Dengan itu, Juliet mengerti bahwa G memang kuat, tetapi tidak cocok untuk pertarungan arena.
“Oh, maaf. Aku seharusnya tidak memintamu untuk berbicara tentang kemampuanmu…”
“Tidak apa-apa! Tidak apa-apa! Aku sudah menunjukkan sebagian besar kekuatanku di video-videoku. Namun, ini memberitahuku bahwa kamu belum menontonnya.”
“Nggh. Maaf…”
“Ah ha ha. Kau baru tahu tentangku kemarin. Aku mengerti, aku mengerti,” G terkekeh sambil menepuk kepala Juliet.
Gerakan itu membuat Juliet merasa bahwa, walaupun avatar mereka seumuran, G mungkin lebih tua darinya.
“Ngomong-ngomong, soal kamu yang meminjam tempat ini…”
“Hah? Ya…”
“Apakah kalian bertiga berhubungan baik dengan pemiliknya… Ray Starling?” Meskipun ia merasa perubahan topik pembicaraan itu agak aneh, Juliet mengangguk sebagai jawaban.

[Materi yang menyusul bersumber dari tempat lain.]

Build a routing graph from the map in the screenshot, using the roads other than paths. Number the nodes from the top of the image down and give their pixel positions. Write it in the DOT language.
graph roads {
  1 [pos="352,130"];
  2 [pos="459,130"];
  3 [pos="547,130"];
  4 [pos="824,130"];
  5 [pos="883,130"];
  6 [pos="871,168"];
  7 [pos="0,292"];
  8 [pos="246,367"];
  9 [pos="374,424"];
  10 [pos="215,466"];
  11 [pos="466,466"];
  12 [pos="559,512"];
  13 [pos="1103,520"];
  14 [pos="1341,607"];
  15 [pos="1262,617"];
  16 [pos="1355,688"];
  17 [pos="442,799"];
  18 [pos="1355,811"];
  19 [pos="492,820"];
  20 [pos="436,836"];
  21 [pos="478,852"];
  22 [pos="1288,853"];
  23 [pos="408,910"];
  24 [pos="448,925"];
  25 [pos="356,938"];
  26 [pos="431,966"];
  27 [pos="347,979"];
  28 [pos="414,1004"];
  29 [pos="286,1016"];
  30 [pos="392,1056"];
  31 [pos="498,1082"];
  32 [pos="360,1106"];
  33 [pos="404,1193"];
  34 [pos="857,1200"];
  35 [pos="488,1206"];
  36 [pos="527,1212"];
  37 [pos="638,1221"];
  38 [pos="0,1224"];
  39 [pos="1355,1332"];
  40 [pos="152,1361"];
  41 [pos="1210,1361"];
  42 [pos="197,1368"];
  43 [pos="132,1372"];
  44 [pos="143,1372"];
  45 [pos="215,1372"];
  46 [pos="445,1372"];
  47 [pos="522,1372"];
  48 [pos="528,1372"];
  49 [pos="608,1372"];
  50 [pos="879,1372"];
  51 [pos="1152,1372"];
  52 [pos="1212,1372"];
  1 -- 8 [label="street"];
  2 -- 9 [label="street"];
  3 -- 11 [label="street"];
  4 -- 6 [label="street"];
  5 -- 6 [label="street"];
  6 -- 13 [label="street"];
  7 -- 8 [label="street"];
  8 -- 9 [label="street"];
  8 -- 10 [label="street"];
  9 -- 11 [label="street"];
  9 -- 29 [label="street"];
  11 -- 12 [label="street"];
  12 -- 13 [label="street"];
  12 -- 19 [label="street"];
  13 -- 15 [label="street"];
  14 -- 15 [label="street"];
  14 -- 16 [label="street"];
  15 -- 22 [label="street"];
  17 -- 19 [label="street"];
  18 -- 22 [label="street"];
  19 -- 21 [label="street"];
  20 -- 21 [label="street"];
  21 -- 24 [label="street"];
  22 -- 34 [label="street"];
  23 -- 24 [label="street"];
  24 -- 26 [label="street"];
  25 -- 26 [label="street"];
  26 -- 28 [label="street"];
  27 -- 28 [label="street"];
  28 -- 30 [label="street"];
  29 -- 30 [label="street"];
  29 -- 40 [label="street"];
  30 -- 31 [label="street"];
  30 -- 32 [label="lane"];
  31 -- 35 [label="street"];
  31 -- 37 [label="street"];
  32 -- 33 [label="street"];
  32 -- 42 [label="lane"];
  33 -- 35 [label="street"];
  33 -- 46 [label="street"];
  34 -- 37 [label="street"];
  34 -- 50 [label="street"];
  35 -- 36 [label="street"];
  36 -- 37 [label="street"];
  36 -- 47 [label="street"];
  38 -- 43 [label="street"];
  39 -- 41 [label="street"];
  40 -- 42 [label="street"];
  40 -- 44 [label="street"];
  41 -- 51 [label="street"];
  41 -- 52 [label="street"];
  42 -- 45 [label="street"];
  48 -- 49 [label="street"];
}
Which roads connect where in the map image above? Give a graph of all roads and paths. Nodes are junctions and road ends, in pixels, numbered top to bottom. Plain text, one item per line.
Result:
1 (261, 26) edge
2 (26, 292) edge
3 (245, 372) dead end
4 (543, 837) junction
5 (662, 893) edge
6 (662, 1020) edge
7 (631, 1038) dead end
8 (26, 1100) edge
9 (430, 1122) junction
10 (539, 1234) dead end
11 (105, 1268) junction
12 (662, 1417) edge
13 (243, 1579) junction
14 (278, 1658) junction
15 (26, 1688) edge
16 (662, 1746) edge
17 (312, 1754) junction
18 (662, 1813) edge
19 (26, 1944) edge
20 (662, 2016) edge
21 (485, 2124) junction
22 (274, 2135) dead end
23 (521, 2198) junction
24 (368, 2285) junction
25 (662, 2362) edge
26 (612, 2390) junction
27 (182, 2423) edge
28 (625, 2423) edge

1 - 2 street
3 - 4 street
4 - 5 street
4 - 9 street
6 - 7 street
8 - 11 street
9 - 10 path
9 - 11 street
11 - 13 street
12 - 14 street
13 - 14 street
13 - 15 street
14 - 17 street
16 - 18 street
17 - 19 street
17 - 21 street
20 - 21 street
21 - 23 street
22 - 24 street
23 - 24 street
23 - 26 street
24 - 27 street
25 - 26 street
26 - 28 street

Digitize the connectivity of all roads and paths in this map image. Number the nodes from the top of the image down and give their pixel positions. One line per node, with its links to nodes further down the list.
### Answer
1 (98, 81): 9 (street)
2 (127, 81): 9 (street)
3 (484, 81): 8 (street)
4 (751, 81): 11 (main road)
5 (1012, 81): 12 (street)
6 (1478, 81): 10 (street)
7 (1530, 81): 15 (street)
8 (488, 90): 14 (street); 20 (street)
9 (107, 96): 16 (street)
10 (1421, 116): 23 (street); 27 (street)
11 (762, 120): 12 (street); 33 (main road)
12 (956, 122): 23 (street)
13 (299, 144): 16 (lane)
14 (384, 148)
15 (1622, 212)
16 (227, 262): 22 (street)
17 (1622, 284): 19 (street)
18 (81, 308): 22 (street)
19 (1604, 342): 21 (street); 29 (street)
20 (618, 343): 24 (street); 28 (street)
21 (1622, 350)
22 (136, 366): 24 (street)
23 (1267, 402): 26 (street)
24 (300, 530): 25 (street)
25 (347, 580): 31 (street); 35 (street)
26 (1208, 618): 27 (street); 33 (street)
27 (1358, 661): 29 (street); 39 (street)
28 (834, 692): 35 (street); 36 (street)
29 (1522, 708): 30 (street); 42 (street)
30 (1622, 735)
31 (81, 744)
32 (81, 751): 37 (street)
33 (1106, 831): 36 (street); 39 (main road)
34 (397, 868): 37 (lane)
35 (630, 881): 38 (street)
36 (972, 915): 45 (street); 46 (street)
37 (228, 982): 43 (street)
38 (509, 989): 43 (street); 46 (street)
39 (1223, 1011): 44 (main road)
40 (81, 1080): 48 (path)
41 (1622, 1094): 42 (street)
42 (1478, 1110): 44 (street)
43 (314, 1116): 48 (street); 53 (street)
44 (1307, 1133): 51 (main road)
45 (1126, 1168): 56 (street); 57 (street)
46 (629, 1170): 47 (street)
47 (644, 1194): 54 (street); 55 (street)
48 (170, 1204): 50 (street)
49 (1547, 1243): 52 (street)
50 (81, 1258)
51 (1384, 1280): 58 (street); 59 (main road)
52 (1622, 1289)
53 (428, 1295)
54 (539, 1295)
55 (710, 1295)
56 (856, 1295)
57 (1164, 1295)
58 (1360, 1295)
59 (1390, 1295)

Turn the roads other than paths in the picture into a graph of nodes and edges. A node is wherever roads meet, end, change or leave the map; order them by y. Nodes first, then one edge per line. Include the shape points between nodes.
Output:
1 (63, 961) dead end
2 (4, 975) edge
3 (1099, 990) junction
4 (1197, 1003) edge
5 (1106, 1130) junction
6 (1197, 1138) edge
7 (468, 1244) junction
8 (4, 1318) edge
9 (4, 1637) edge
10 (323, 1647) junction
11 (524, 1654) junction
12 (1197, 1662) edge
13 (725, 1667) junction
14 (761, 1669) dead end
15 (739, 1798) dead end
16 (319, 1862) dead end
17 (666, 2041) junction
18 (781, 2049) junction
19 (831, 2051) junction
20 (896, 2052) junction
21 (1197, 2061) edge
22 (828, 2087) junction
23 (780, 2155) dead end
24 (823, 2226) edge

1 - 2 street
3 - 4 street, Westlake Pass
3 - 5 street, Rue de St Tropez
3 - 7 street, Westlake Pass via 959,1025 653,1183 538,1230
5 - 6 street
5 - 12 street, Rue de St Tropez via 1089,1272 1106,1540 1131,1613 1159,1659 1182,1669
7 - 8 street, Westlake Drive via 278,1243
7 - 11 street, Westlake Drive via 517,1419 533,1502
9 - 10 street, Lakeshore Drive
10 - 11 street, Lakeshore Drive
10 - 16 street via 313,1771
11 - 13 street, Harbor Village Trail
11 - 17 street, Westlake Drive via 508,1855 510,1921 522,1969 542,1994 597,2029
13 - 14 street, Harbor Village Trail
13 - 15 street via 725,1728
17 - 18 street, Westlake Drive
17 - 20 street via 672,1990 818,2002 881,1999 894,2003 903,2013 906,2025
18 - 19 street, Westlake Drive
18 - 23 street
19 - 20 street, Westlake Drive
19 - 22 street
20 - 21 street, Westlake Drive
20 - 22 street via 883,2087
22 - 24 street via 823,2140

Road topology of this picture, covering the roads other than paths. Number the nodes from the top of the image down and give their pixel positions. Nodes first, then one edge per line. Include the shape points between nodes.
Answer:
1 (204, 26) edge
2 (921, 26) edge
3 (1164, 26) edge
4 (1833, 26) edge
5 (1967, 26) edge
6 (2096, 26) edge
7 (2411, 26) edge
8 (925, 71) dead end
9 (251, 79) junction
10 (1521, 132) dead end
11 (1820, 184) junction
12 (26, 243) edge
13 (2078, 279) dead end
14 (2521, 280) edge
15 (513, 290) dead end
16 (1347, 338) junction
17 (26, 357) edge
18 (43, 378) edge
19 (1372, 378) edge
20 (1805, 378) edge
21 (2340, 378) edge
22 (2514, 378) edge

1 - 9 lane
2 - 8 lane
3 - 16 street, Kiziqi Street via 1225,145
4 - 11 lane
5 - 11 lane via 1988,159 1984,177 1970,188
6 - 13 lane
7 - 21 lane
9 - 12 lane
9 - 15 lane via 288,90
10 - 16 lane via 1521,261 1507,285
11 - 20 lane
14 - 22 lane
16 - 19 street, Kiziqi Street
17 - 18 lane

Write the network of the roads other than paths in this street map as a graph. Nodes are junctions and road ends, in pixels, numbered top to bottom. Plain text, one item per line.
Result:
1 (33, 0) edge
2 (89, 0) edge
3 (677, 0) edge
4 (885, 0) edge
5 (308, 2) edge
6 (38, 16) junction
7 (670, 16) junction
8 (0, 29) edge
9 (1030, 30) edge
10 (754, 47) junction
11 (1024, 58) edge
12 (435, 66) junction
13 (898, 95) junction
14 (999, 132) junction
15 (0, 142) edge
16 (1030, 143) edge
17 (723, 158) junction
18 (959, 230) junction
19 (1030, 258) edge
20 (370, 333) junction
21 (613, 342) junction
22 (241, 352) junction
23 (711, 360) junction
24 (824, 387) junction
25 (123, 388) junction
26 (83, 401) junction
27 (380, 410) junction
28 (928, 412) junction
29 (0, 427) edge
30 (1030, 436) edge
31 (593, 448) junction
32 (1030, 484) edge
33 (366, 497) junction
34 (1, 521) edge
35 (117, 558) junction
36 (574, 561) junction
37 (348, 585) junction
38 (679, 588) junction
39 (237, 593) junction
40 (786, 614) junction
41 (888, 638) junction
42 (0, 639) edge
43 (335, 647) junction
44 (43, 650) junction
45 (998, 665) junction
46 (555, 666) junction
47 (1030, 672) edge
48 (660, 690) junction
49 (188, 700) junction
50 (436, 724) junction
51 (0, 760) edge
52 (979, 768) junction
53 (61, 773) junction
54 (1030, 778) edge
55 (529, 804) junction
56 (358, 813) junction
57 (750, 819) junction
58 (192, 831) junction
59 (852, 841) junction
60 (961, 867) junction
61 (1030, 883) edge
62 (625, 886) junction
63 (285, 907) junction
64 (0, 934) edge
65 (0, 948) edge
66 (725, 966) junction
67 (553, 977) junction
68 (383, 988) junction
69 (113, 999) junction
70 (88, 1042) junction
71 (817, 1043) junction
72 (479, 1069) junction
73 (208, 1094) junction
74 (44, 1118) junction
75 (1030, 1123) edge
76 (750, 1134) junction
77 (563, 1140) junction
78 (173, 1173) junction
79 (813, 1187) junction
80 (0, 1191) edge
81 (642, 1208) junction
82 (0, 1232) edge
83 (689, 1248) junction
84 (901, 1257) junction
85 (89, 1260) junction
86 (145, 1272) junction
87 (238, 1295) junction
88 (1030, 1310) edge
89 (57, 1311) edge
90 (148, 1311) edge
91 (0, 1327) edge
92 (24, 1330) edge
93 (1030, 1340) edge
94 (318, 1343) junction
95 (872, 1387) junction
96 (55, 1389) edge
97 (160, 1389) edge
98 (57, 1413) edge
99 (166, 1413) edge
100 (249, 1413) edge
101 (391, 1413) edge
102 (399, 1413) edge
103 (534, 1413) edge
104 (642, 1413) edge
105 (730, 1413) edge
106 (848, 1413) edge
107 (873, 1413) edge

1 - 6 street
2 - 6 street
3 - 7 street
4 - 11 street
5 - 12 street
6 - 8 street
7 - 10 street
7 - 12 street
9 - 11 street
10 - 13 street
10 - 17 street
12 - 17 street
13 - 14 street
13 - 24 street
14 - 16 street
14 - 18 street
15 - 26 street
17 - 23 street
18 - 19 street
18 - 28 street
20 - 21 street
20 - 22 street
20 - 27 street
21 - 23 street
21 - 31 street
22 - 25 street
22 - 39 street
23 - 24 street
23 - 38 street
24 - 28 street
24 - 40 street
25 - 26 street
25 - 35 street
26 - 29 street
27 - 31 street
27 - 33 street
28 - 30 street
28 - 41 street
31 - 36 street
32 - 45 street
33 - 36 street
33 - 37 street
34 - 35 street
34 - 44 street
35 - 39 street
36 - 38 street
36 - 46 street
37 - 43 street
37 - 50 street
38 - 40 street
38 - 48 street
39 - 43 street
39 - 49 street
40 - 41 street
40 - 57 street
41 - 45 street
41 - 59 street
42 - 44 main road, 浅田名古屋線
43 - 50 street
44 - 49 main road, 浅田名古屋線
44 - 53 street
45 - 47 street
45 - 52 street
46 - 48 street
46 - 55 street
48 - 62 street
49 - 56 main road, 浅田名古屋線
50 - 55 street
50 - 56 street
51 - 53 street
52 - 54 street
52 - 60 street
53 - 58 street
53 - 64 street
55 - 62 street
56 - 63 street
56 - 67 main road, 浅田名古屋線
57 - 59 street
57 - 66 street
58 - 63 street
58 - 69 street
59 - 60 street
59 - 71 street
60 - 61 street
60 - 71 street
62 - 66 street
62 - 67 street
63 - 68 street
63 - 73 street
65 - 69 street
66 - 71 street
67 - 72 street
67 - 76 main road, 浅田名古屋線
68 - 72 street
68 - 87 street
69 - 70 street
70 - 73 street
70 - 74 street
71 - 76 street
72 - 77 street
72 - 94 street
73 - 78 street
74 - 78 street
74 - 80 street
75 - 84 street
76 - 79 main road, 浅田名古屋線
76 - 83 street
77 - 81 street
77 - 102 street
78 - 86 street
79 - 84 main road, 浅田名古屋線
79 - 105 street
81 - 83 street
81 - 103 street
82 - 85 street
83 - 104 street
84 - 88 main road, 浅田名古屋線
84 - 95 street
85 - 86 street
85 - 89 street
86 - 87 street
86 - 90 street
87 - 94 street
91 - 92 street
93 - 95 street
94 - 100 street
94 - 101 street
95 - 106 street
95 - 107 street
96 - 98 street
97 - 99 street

“Ya, kami…teman. Ya, teman.”
“Begitu ya. Jadi begitulah adanya.”
G menutup mulutnya dengan tangan dan mengalihkan pandangannya, seperti yang dilakukannya di taman. Itu pasti kebiasaannya setiap kali ia tenggelam dalam pikirannya.
“Aku ingin tahu apakah aku akan bisa bertemu dengannya hari ini.”
“…Hah?”
“Oh. Uh… Aku mengganggu tempatnya seperti ini, dan aku hanya bertanya-tanya apakah tidak apa-apa melakukan itu tanpa memperkenalkan diriku.”
Juliet merasa ada yang sedikit aneh tentang ini, tetapi akhirnya menepisnya.
“Ray… Dia mungkin sedang menonton The Tournaments sekarang. Kurasa dia akan kembali ke sini setelah itu selesai…”
“Begitu ya. Kalau begitu…”
Apa pun yang dikatakannya setelah itu terlalu pelan untuk didengar Juliet. Namun, mata G bersinar dengan cahaya yang berbeda dari sebelumnya.
“Oh.” Kemudian, seolah menyadari sesuatu, G menatap ke langit dan, karena suatu alasan, mulai melambaikan tangan.
Namun, Juliet tidak melihat apa pun di sana.
“Umm, apa yang sedang kamu lakukan?”
“Mmm, tidak banyak. Hanya berharap pada bintang.”
“Hah?” Saat itu masih siang dan bintang-bintang belum terlihat, jadi Juliet merasa itu sangat aneh.
“Segalanya akan segera menjadi sangat menyenangkan. Saya sangat bersemangat.”
“Begitu ya…” Juliet senang karena temannya bersenang-senang.
Tetapi pada saat yang sama, dia merasa ada sesuatu yang aneh tentang semua ini.
Tingkah laku G barusan sangat mengingatkannya kepada Raja Asura, Jubei Kaga—musuh kuat yang mereka hadapi dalam kejadian baru-baru ini.